● **Aim of the task**
Only the first line of the listing and the lines after it, up to and including the one containing "Road topology of the", should be retyped exactly.

● **Data provided**
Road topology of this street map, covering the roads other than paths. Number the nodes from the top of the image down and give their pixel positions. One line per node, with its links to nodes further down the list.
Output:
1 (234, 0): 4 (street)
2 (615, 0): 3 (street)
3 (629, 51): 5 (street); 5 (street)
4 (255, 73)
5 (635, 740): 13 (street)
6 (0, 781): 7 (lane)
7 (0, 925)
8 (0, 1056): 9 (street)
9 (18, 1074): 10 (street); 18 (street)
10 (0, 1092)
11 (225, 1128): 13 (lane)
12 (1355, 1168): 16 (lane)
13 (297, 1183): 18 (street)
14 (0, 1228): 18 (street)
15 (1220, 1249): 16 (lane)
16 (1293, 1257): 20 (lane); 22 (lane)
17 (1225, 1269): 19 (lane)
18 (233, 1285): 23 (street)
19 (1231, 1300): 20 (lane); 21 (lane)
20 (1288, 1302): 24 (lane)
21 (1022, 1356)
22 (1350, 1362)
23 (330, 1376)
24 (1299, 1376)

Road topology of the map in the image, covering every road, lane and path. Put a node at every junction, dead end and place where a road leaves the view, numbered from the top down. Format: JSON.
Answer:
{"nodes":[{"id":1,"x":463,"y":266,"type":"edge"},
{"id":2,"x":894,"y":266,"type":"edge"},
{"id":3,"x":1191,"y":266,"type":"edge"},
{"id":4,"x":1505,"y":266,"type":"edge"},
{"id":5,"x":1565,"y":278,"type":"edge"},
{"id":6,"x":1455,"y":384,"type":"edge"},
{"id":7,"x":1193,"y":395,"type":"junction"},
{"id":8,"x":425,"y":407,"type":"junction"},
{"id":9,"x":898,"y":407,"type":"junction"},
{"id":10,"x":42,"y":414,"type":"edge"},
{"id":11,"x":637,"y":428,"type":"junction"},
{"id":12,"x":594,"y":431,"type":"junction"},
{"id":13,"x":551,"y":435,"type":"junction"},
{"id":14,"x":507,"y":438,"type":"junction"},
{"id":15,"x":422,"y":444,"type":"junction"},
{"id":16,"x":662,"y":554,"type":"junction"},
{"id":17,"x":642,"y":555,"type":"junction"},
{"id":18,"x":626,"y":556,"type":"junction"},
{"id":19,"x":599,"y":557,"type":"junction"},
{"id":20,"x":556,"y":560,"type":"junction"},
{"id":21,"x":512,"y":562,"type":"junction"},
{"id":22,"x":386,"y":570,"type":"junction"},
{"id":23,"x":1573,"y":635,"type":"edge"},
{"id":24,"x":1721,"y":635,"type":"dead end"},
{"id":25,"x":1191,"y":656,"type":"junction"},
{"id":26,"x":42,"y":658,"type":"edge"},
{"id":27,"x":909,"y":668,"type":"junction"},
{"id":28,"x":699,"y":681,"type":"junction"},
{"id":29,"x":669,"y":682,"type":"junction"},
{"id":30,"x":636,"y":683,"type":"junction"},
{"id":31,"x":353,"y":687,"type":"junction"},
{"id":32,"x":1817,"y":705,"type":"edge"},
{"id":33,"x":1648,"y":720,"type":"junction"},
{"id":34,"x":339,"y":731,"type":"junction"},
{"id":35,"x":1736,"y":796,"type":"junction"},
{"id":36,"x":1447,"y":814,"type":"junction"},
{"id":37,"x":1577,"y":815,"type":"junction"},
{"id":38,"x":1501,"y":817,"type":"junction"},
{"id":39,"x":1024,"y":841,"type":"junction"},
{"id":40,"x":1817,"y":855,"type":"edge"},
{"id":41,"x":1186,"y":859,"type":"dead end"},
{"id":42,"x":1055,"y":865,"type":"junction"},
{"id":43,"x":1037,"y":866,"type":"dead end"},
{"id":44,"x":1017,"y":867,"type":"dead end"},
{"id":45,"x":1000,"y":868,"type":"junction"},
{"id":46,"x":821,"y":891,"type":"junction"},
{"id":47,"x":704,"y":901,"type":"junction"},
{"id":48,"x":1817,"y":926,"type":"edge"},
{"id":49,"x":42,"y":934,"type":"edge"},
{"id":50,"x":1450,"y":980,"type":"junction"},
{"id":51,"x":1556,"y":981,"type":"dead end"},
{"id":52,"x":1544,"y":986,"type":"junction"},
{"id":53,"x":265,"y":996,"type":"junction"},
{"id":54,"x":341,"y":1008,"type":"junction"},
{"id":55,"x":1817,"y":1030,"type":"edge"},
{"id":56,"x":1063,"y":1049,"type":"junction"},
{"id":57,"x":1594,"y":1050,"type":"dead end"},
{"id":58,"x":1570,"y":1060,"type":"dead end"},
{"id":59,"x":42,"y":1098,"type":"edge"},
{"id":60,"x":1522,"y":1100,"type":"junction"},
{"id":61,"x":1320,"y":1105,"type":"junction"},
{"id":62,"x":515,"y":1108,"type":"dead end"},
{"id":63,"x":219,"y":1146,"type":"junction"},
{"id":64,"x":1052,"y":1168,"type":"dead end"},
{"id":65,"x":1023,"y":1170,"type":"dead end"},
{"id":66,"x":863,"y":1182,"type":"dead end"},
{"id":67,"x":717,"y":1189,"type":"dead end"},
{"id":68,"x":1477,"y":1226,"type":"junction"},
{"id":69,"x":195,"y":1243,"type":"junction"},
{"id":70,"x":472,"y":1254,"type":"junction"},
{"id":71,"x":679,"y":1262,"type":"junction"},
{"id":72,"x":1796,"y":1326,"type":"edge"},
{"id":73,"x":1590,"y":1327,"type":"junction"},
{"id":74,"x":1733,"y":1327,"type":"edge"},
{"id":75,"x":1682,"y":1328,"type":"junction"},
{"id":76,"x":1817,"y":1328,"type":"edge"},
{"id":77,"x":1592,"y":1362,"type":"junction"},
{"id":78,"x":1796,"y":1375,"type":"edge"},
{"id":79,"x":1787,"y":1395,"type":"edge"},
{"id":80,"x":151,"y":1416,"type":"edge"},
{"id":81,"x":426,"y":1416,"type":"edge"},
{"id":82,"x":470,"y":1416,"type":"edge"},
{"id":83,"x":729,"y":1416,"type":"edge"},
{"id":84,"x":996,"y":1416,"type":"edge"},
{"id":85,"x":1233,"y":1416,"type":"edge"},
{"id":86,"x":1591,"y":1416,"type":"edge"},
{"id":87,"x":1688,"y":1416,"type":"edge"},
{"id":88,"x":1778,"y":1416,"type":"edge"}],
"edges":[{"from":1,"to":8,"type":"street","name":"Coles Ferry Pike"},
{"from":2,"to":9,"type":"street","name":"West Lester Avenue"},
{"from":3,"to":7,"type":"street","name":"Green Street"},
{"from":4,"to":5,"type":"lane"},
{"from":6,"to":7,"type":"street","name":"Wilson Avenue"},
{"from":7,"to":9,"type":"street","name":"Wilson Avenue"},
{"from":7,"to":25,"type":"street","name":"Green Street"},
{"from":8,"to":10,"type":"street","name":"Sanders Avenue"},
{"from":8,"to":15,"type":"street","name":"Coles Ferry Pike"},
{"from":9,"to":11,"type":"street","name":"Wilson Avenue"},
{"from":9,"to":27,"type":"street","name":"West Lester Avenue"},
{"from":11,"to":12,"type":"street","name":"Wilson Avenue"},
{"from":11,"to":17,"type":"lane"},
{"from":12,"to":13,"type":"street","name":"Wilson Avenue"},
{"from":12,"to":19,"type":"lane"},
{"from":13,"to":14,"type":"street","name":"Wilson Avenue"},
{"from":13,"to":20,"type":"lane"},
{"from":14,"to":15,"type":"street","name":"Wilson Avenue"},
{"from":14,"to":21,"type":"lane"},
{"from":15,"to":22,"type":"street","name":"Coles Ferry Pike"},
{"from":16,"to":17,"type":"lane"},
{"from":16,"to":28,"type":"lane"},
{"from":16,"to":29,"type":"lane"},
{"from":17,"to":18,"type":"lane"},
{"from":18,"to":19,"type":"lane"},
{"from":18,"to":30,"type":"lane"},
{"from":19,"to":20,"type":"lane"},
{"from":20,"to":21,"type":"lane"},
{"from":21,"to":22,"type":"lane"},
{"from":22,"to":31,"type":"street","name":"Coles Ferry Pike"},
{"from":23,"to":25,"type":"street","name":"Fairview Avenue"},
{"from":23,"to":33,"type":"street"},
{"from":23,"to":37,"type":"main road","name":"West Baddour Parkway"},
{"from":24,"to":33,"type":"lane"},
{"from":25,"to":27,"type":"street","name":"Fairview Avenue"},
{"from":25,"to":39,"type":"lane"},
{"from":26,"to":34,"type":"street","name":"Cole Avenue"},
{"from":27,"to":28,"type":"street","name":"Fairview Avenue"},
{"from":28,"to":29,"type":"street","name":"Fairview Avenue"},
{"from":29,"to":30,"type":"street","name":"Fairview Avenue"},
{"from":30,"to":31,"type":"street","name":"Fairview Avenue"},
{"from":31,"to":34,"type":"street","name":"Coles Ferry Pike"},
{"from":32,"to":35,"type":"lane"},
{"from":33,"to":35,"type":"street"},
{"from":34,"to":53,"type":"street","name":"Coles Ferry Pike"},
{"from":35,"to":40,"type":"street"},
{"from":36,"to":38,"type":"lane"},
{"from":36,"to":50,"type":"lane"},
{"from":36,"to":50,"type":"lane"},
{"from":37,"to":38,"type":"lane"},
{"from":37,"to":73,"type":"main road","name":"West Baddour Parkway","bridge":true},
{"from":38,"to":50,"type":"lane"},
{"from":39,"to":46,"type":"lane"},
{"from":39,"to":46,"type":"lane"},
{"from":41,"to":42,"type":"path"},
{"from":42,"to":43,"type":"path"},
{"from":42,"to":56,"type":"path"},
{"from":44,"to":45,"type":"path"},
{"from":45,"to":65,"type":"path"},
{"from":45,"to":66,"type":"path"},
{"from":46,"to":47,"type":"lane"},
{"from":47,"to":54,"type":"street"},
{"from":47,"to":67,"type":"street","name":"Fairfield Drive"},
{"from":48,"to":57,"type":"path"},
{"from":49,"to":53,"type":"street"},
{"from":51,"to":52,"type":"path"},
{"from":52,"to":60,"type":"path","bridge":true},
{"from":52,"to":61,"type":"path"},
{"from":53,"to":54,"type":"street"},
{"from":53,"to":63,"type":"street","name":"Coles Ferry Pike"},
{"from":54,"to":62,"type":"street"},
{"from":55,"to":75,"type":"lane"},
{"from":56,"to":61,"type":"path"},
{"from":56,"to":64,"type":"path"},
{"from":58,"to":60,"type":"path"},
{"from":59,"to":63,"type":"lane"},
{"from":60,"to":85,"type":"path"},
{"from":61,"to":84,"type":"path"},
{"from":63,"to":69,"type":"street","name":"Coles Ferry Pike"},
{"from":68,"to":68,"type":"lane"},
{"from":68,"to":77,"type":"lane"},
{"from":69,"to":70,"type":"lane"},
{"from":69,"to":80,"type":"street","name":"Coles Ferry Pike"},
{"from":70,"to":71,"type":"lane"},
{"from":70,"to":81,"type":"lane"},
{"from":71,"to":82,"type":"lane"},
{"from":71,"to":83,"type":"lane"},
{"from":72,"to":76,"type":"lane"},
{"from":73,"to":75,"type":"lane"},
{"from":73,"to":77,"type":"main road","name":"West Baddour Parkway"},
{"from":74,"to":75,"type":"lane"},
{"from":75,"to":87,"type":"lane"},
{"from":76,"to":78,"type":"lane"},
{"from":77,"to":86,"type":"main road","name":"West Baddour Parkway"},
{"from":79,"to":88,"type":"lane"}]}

● **Result of this exercise**
Road topology of this street map, covering the roads other than paths. Number the nodes from the top of the image down and give their pixel positions. One line per node, with its links to nodes further down the list.
Output:
1 (234, 0): 4 (street)
2 (615, 0): 3 (street)
3 (629, 51): 5 (street); 5 (street)
4 (255, 73)
5 (635, 740): 13 (street)
6 (0, 781): 7 (lane)
7 (0, 925)
8 (0, 1056): 9 (street)
9 (18, 1074): 10 (street); 18 (street)
10 (0, 1092)
11 (225, 1128): 13 (lane)
12 (1355, 1168): 16 (lane)
13 (297, 1183): 18 (street)
14 (0, 1228): 18 (street)
15 (1220, 1249): 16 (lane)
16 (1293, 1257): 20 (lane); 22 (lane)
17 (1225, 1269): 19 (lane)
18 (233, 1285): 23 (street)
19 (1231, 1300): 20 (lane); 21 (lane)
20 (1288, 1302): 24 (lane)
21 (1022, 1356)
22 (1350, 1362)
23 (330, 1376)
24 (1299, 1376)

Road topology of the map in the image, covering every road, lane and path. Put a node at every junction, dead end and place where a road leaves the view, numbered from the top down. Format: JSON.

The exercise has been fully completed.